The enum type System.Reflection.TypeAttributes
appears rather pathological. It carries the [Flags]
attribute and has no less than four synonyms for the constant zero. From Visual-Studio-generated "metadata":
#region Assembly mscorlib, Version=4.0.0.0, Culture=neutral, PublicKeyToken=b77a5c561934e089
// C:\Program Files (x86)\Reference Assemblies\Microsoft\Framework\.NETFramework\v4.6.2\mscorlib.dll
#endregion
using System.Runtime.InteropServices;
namespace System.Reflection
{
//
// Summary:
// Specifies type attributes.
[ComVisible(true)]
[Flags]
public enum TypeAttributes
{
//
// Summary:
// Specifies that the class is not public.
NotPublic = 0,
//
// Summary:
// Specifies that class fields are automatically laid out by the common language
// runtime.
AutoLayout = 0,
//
// Summary:
// Specifies that the type is a class.
Class = 0,
//
// Summary:
// LPTSTR is interpreted as ANSI.
AnsiClass = 0,
// (followed by non-zero members...)
Why would anyone use four names for zero in an enum type which carries the FlagsAttribute
? It seems really crazy.
Look at the consequences:
var x = default(System.Reflection.TypeAttributes); // 0
var sx = x.ToString(); // "NotPublic"
var y = (System.Reflection.TypeAttributes)(1 << 20); // 1048576
var sy = y.ToString(); // "AutoLayout, AnsiClass, Class, BeforeFieldInit"

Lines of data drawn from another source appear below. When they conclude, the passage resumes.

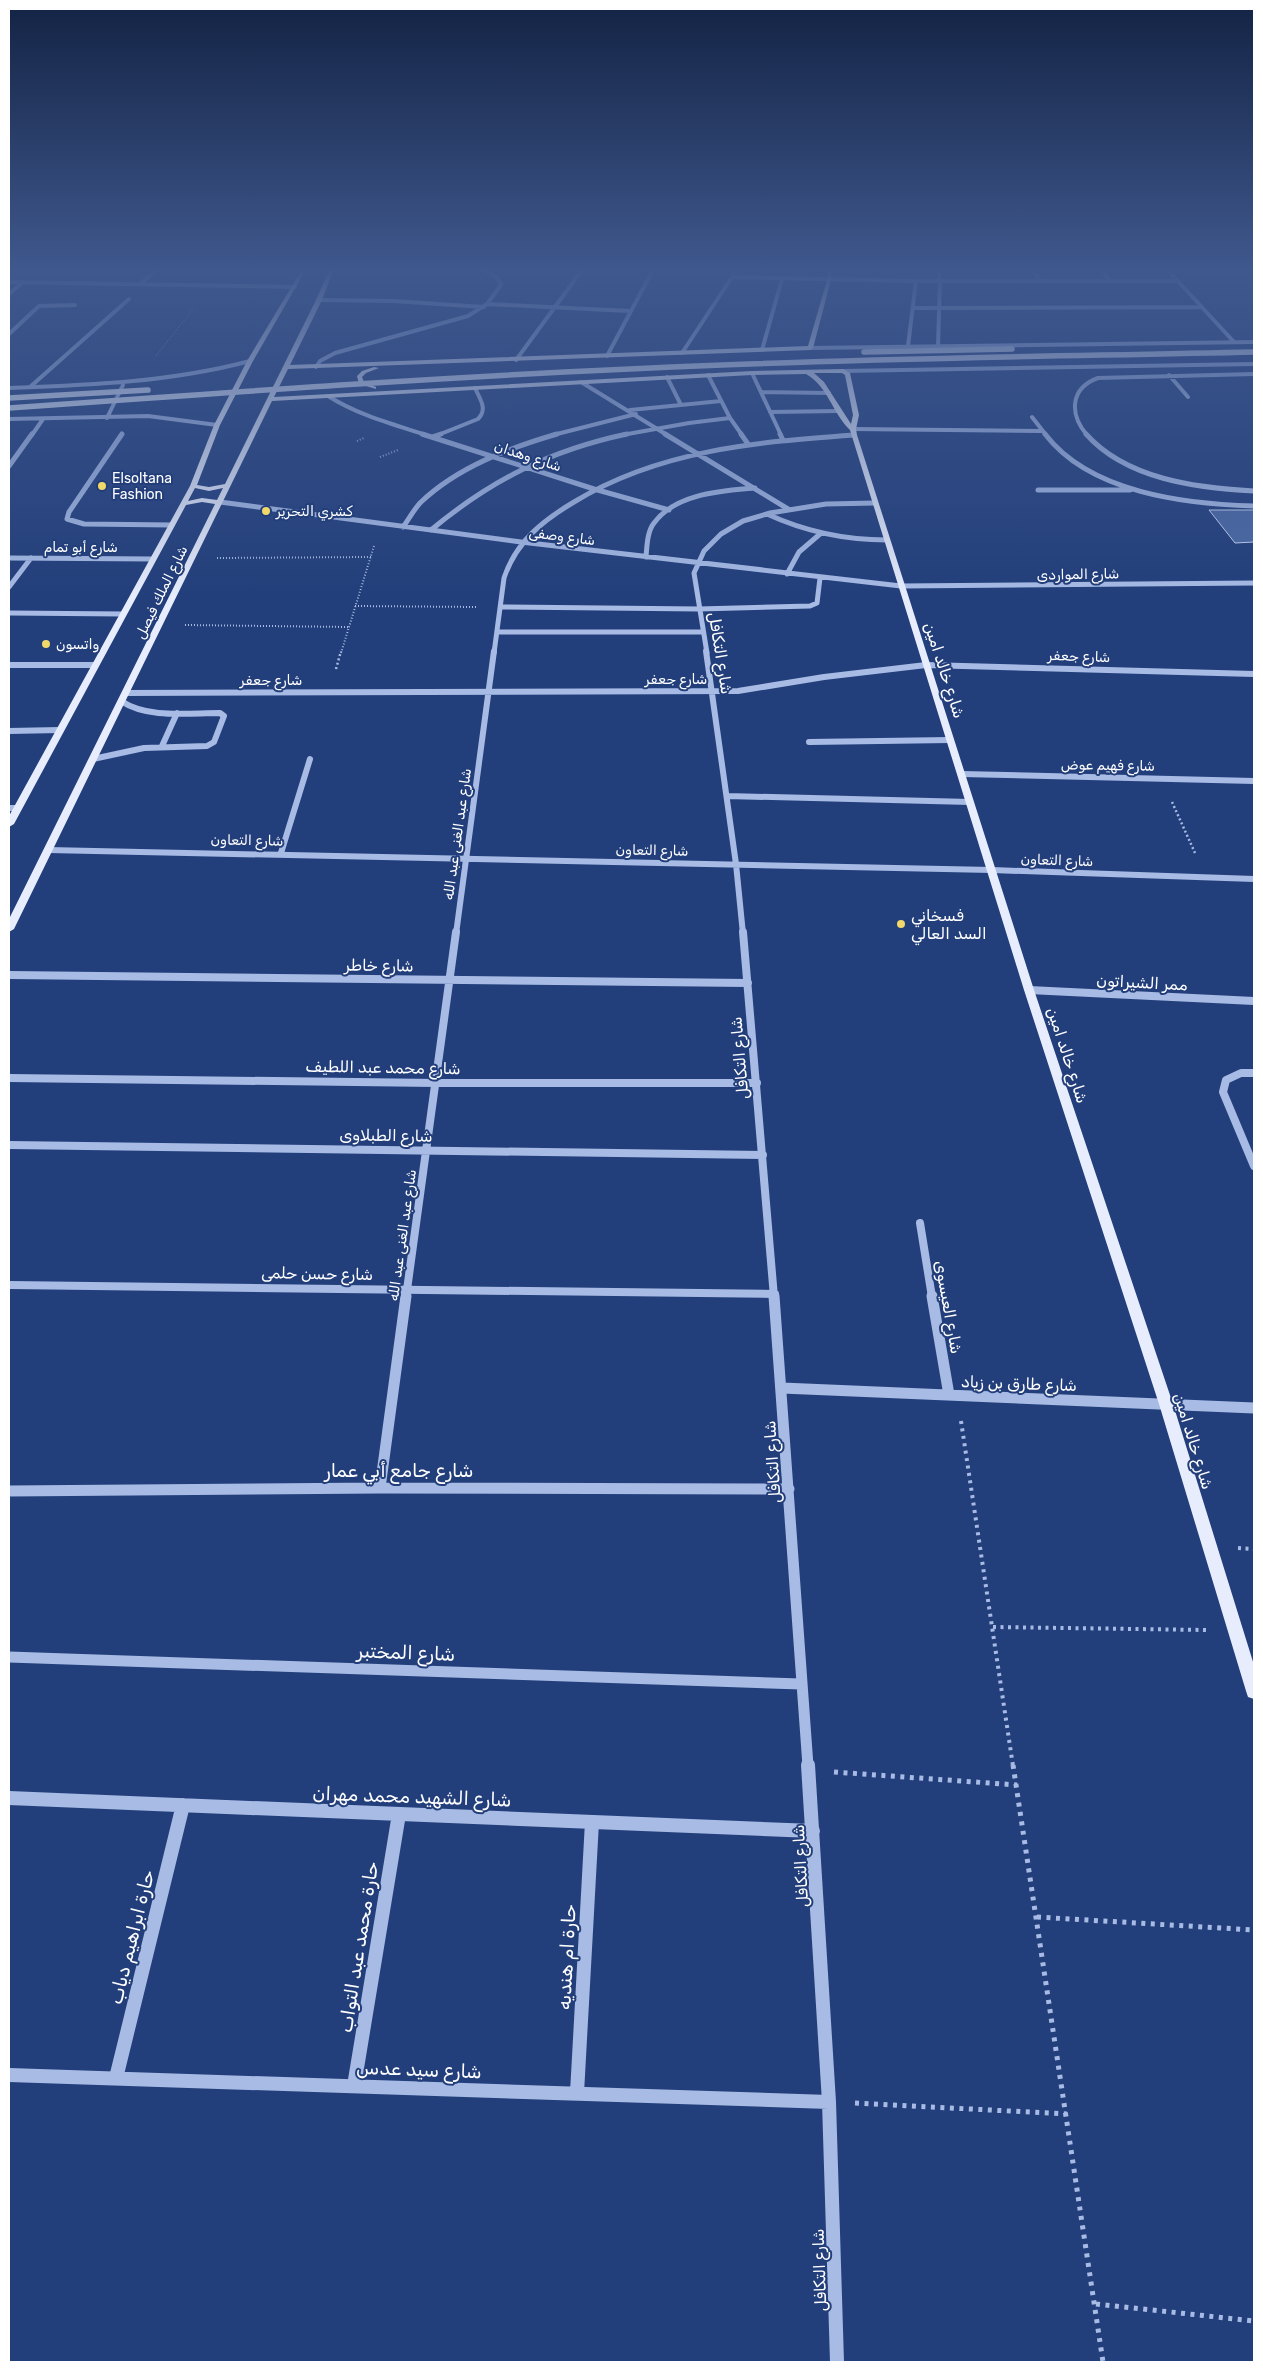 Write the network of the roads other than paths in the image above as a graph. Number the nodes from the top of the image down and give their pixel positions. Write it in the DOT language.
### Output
graph roads {
  1 [pos="42,377"];
  2 [pos="184,377"];
  3 [pos="242,377"];
  4 [pos="281,377"];
  5 [pos="360,377"];
  6 [pos="486,377"];
  7 [pos="667,377"];
  8 [pos="674,377"];
  9 [pos="709,377"];
  10 [pos="754,377"];
  11 [pos="817,377"];
  12 [pos="849,377"];
  13 [pos="1112,377"];
  14 [pos="1170,377"];
  15 [pos="286,381"];
  16 [pos="266,382"];
  17 [pos="581,382"];
  18 [pos="123,383"];
  19 [pos="246,384"];
  20 [pos="226,385"];
  21 [pos="30,387"];
  22 [pos="9,388"];
  23 [pos="475,388"];
  24 [pos="157,389"];
  25 [pos="397,391"];
  26 [pos="761,392"];
  27 [pos="829,393"];
  28 [pos="328,396"];
  29 [pos="1188,397"];
  30 [pos="9,398"];
  31 [pos="270,399"];
  32 [pos="721,401"];
  33 [pos="681,405"];
  34 [pos="9,408"];
  35 [pos="630,410"];
  36 [pos="838,411"];
  37 [pos="770,412"];
  38 [pos="636,414"];
  39 [pos="1032,417"];
  40 [pos="107,418"];
  41 [pos="730,418"];
  42 [pos="9,419"];
  43 [pos="43,419"];
  44 [pos="217,425"];
  45 [pos="657,427"];
  46 [pos="1041,431"];
  47 [pos="853,432"];
  48 [pos="122,434"];
  49 [pos="432,436"];
  50 [pos="783,440"];
  51 [pos="748,444"];
  52 [pos="698,453"];
  53 [pos="495,457"];
  54 [pos="9,466"];
  55 [pos="524,466"];
  56 [pos="228,485"];
  57 [pos="193,486"];
  58 [pos="755,488"];
  59 [pos="1208,488"];
  60 [pos="594,489"];
  61 [pos="1038,490"];
  62 [pos="1135,490"];
  63 [pos="1254,491"];
  64 [pos="220,502"];
  65 [pos="875,503"];
  66 [pos="1198,503"];
  67 [pos="183,504"];
  68 [pos="1254,506"];
  69 [pos="788,508"];
  70 [pos="669,510"];
  71 [pos="767,514"];
  72 [pos="172,525"];
  73 [pos="402,527"];
  74 [pos="431,530"];
  75 [pos="820,534"];
  76 [pos="887,540"];
  77 [pos="521,542"];
  78 [pos="646,557"];
  79 [pos="9,558"];
  80 [pos="32,558"];
  81 [pos="153,559"];
  82 [pos="697,563"];
  83 [pos="787,574"];
  84 [pos="820,578"];
  85 [pos="1254,583"];
  86 [pos="901,586"];
  87 [pos="9,587"];
  88 [pos="501,608"];
  89 [pos="699,609"];
  90 [pos="9,613"];
  91 [pos="123,614"];
  92 [pos="498,632"];
  93 [pos="703,632"];
  94 [pos="9,665"];
  95 [pos="96,665"];
  96 [pos="926,665"];
  97 [pos="1254,674"];
  98 [pos="126,692"];
  99 [pos="489,692"];
  100 [pos="713,692"];
  101 [pos="122,701"];
  102 [pos="177,713"];
  103 [pos="60,730"];
  104 [pos="9,731"];
  105 [pos="950,740"];
  106 [pos="809,742"];
  107 [pos="162,746"];
  108 [pos="93,759"];
  109 [pos="310,759"];
  110 [pos="961,774"];
  111 [pos="1254,781"];
  112 [pos="727,796"];
  113 [pos="970,802"];
  114 [pos="9,808"];
  115 [pos="18,808"];
  116 [pos="9,824"];
  117 [pos="48,850"];
  118 [pos="281,853"];
  119 [pos="466,858"];
  120 [pos="736,864"];
  121 [pos="992,870"];
  122 [pos="1254,879"];
  123 [pos="9,929"];
  124 [pos="9,975"];
  125 [pos="450,980"];
  126 [pos="748,983"];
  127 [pos="1029,990"];
  128 [pos="1254,1001"];
  129 [pos="1254,1073"];
  130 [pos="9,1078"];
  131 [pos="757,1082"];
  132 [pos="436,1083"];
  133 [pos="9,1145"];
  134 [pos="426,1150"];
  135 [pos="763,1155"];
  136 [pos="1254,1166"];
  137 [pos="920,1223"];
  138 [pos="9,1285"];
  139 [pos="407,1290"];
  140 [pos="775,1294"];
  141 [pos="782,1388"];
  142 [pos="953,1395"];
  143 [pos="1166,1404"];
  144 [pos="1254,1408"];
  145 [pos="380,1488"];
  146 [pos="789,1488"];
  147 [pos="9,1491"];
  148 [pos="9,1657"];
  149 [pos="801,1684"];
  150 [pos="1254,1691"];
  151 [pos="9,1798"];
  152 [pos="183,1805"];
  153 [pos="399,1814"];
  154 [pos="592,1822"];
  155 [pos="813,1831"];
  156 [pos="9,2075"];
  157 [pos="116,2078"];
  158 [pos="354,2086"];
  159 [pos="577,2093"];
  160 [pos="829,2102"];
  161 [pos="837,2362"];
  1 -- 21 [label="street"];
  2 -- 18 [label="street"];
  3 -- 44 [label="main road, شارع الملك فيصل"];
  4 -- 31 [label="main road, شارع الملك فيصل"];
  5 -- 25 [label="main road"];
  6 -- 34 [label="main road, bridge"];
  7 -- 8 [label="main road"];
  7 -- 17 [label="main road"];
  7 -- 33 [label="street"];
  9 -- 32 [label="street"];
  10 -- 26 [label="street"];
  11 -- 27 [label="main road, شارع خالد امين"];
  12 -- 47 [label="main road, شارع خالد امين"];
  13 -- 59 [label="street"];
  14 -- 29 [label="street"];
  15 -- 16 [label="main road"];
  17 -- 23 [label="main road"];
  17 -- 35 [label="street"];
  18 -- 21 [label="street"];
  18 -- 40 [label="street"];
  19 -- 20 [label="main road"];
  21 -- 22 [label="street"];
  23 -- 25 [label="main road"];
  23 -- 49 [label="street"];
  24 -- 30 [label="main road, bridge"];
  25 -- 28 [label="main road"];
  26 -- 27 [label="street"];
  26 -- 37 [label="street"];
  27 -- 36 [label="main road, شارع خالد امين"];
  28 -- 31 [label="main road"];
  28 -- 49 [label="street, شارع وهدان"];
  31 -- 56 [label="main road, شارع الملك فيصل"];
  32 -- 33 [label="street"];
  32 -- 41 [label="street"];
  33 -- 35 [label="street"];
  35 -- 38 [label="street"];
  36 -- 37 [label="street"];
  36 -- 47 [label="main road, شارع خالد امين"];
  37 -- 50 [label="street"];
  38 -- 45 [label="street"];
  38 -- 53 [label="street"];
  39 -- 46 [label="street"];
  40 -- 43 [label="street"];
  40 -- 44 [label="street"];
  41 -- 45 [label="street"];
  41 -- 51 [label="street"];
  42 -- 43 [label="street"];
  43 -- 54 [label="street"];
  44 -- 57 [label="main road, شارع الملك فيصل"];
  45 -- 52 [label="street"];
  45 -- 55 [label="street"];
  46 -- 47 [label="street, شارع عبد الغنى عبد الله"];
  46 -- 62 [label="street"];
  47 -- 50 [label="street, شارع عبد الغنى عبد الله"];
  47 -- 65 [label="main road, شارع خالد امين"];
  48 -- 72 [label="street"];
  49 -- 53 [label="street, شارع وهدان"];
  50 -- 51 [label="street, شارع عبد الغنى عبد الله"];
  51 -- 52 [label="street, شارع عبد الغنى عبد الله"];
  52 -- 58 [label="street"];
  52 -- 60 [label="street, شارع عبد الغنى عبد الله"];
  53 -- 55 [label="street, شارع وهدان"];
  53 -- 73 [label="street"];
  55 -- 60 [label="street, شارع وهدان"];
  55 -- 74 [label="street"];
  56 -- 57 [label="main road"];
  56 -- 64 [label="main road, شارع الملك فيصل"];
  57 -- 67 [label="main road, شارع الملك فيصل"];
  58 -- 69 [label="street"];
  58 -- 70 [label="street"];
  59 -- 63 [label="street"];
  59 -- 66 [label="street"];
  60 -- 70 [label="street, شارع وهدان"];
  60 -- 77 [label="street, شارع عبد الغنى عبد الله"];
  61 -- 62 [label="street"];
  62 -- 66 [label="street"];
  64 -- 67 [label="main road"];
  64 -- 73 [label="street, شارع وصفى"];
  64 -- 98 [label="main road, شارع الملك فيصل"];
  65 -- 69 [label="street"];
  65 -- 76 [label="main road, شارع خالد امين"];
  66 -- 68 [label="street"];
  67 -- 72 [label="main road, شارع الملك فيصل"];
  69 -- 71 [label="street"];
  70 -- 78 [label="street"];
  71 -- 75 [label="street"];
  71 -- 82 [label="street"];
  72 -- 81 [label="main road, شارع الملك فيصل"];
  73 -- 74 [label="street, شارع وصفى"];
  74 -- 77 [label="street, شارع وصفى"];
  75 -- 76 [label="street"];
  75 -- 83 [label="street"];
  76 -- 86 [label="main road, شارع خالد امين"];
  77 -- 78 [label="street, شارع وصفى"];
  77 -- 88 [label="street, شارع عبد الغنى عبد الله"];
  78 -- 82 [label="street, شارع وصفى"];
  79 -- 80 [label="street, شارع أبو تمام"];
  80 -- 81 [label="street, شارع أبو تمام"];
  80 -- 87 [label="street"];
  81 -- 91 [label="main road, شارع الملك فيصل"];
  82 -- 83 [label="street, شارع وصفى"];
  82 -- 89 [label="street, شارع التكافل"];
  83 -- 84 [label="street, شارع وصفى"];
  84 -- 86 [label="street, شارع وصفى"];
  84 -- 89 [label="street"];
  85 -- 86 [label="street, شارع المواردى"];
  86 -- 96 [label="main road, شارع خالد امين"];
  88 -- 89 [label="street"];
  88 -- 92 [label="street, شارع عبد الغنى عبد الله"];
  89 -- 93 [label="street, شارع التكافل"];
  90 -- 91 [label="street"];
  91 -- 95 [label="main road, شارع الملك فيصل"];
  92 -- 93 [label="street"];
  92 -- 99 [label="street, شارع عبد الغنى عبد الله"];
  93 -- 100 [label="street, شارع التكافل"];
  94 -- 95 [label="street"];
  95 -- 103 [label="main road, شارع الملك فيصل"];
  96 -- 97 [label="street, شارع جعفر"];
  96 -- 100 [label="street, شارع جعفر"];
  96 -- 105 [label="main road, شارع خالد امين"];
  98 -- 99 [label="street, شارع جعفر"];
  98 -- 101 [label="main road, شارع الملك فيصل"];
  99 -- 100 [label="street, شارع جعفر"];
  99 -- 119 [label="street, شارع عبد الغنى عبد الله"];
  100 -- 112 [label="street, شارع التكافل"];
  101 -- 102 [label="street"];
  101 -- 108 [label="main road, شارع الملك فيصل"];
  102 -- 107 [label="street"];
  102 -- 107 [label="street"];
  103 -- 104 [label="street"];
  103 -- 115 [label="main road, شارع الملك فيصل"];
  105 -- 106 [label="street"];
  105 -- 110 [label="main road, شارع خالد امين"];
  107 -- 108 [label="street"];
  108 -- 117 [label="main road, شارع الملك فيصل"];
  109 -- 118 [label="street"];
  110 -- 111 [label="street, شارع فهيم عوض"];
  110 -- 113 [label="main road, شارع خالد امين"];
  112 -- 113 [label="street"];
  112 -- 120 [label="street, شارع التكافل"];
  113 -- 121 [label="main road, شارع خالد امين"];
  114 -- 115 [label="street"];
  115 -- 116 [label="main road, شارع الملك فيصل"];
  117 -- 118 [label="street, شارع التعاون"];
  117 -- 123 [label="main road, شارع الملك فيصل"];
  118 -- 119 [label="street, شارع التعاون"];
  119 -- 120 [label="street, شارع التعاون"];
  119 -- 125 [label="street, شارع عبد الغنى عبد الله"];
  120 -- 121 [label="street, شارع التعاون"];
  120 -- 126 [label="street, شارع التكافل"];
  121 -- 122 [label="street, شارع التعاون"];
  121 -- 127 [label="main road, شارع خالد امين"];
  124 -- 125 [label="street, شارع خاطر"];
  125 -- 126 [label="street, شارع خاطر"];
  125 -- 132 [label="street, شارع عبد الغنى عبد الله"];
  126 -- 131 [label="street, شارع التكافل"];
  127 -- 128 [label="street, ممر الشيراتون"];
  127 -- 143 [label="main road, شارع خالد امين"];
  129 -- 136 [label="street"];
  130 -- 132 [label="street, شارع محمد عبد اللطيف"];
  131 -- 132 [label="street, شارع محمد عبد اللطيف"];
  131 -- 135 [label="street, شارع التكافل"];
  132 -- 134 [label="street, شارع عبد الغنى عبد الله"];
  133 -- 134 [label="street, شارع الطبلاوى"];
  134 -- 135 [label="street, شارع الطبلاوى"];
  134 -- 139 [label="street, شارع عبد الغنى عبد الله"];
  135 -- 140 [label="street, شارع التكافل"];
  137 -- 142 [label="street, شارع العيسوى"];
  138 -- 139 [label="street, شارع حسن حلمى"];
  139 -- 140 [label="street, شارع حسن حلمى"];
  139 -- 145 [label="street, شارع عبد الغنى عبد الله"];
  140 -- 141 [label="street, شارع التكافل"];
  141 -- 142 [label="street, شارع طارق بن زياد"];
  141 -- 146 [label="street, شارع التكافل"];
  142 -- 143 [label="street, شارع طارق بن زياد"];
  143 -- 144 [label="street, شارع طارق بن زياد"];
  143 -- 150 [label="main road, شارع خالد امين"];
  145 -- 146 [label="street, شارع جامع أبي عمار"];
  145 -- 147 [label="street, شارع جامع أبي عمار"];
  146 -- 149 [label="street, شارع التكافل"];
  148 -- 149 [label="street, شارع المختبر"];
  149 -- 155 [label="street, شارع التكافل"];
  151 -- 152 [label="street, شارع الشهيد محمد مهران"];
  152 -- 153 [label="street, شارع الشهيد محمد مهران"];
  152 -- 157 [label="street, حارة ابراهيم دياب"];
  153 -- 154 [label="street, شارع الشهيد محمد مهران"];
  153 -- 158 [label="street, حارة محمد عبد التواب"];
  154 -- 155 [label="street, شارع الشهيد محمد مهران"];
  154 -- 159 [label="street, حارة ام هنديه"];
  155 -- 160 [label="street, شارع التكافل"];
  156 -- 157 [label="street, شارع سيد عدس"];
  157 -- 158 [label="street, شارع سيد عدس"];
  158 -- 159 [label="street, شارع سيد عدس"];
  159 -- 160 [label="street, شارع سيد عدس"];
  160 -- 161 [label="street, شارع التكافل"];
}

Here the string representation of x
, the zero value of the type, becomes "NotPublic"
. While the string representation of the non-zero y
becomes "AutoLayout, AnsiClass, Class, BeforeFieldInit"
. Regarding y
, note that it has only a single bit set (1<<20
), and the name BeforeFieldInit
alone accounts for that bit exactly. All the other three names, AutoLayout, AnsiClass, Class,
, contribute with zero to the value.
What is going on?
Why this design?
The ToString()
representation is largely irrelevant
This pattern is pretty common when some of the options are non-binary; for example, there are 3 possible options. In that scenario you might designate 2 bits to carry those 3 options (leaving 4 unused), and the "default" option would be (logically) 00
. This means that yes, there will be multiple synonyms for 0
.
Note: this might also happen in purely binary options, if the enum author wants to make it more explicit - because the caller doesn't need to know which are "on" and which are "off".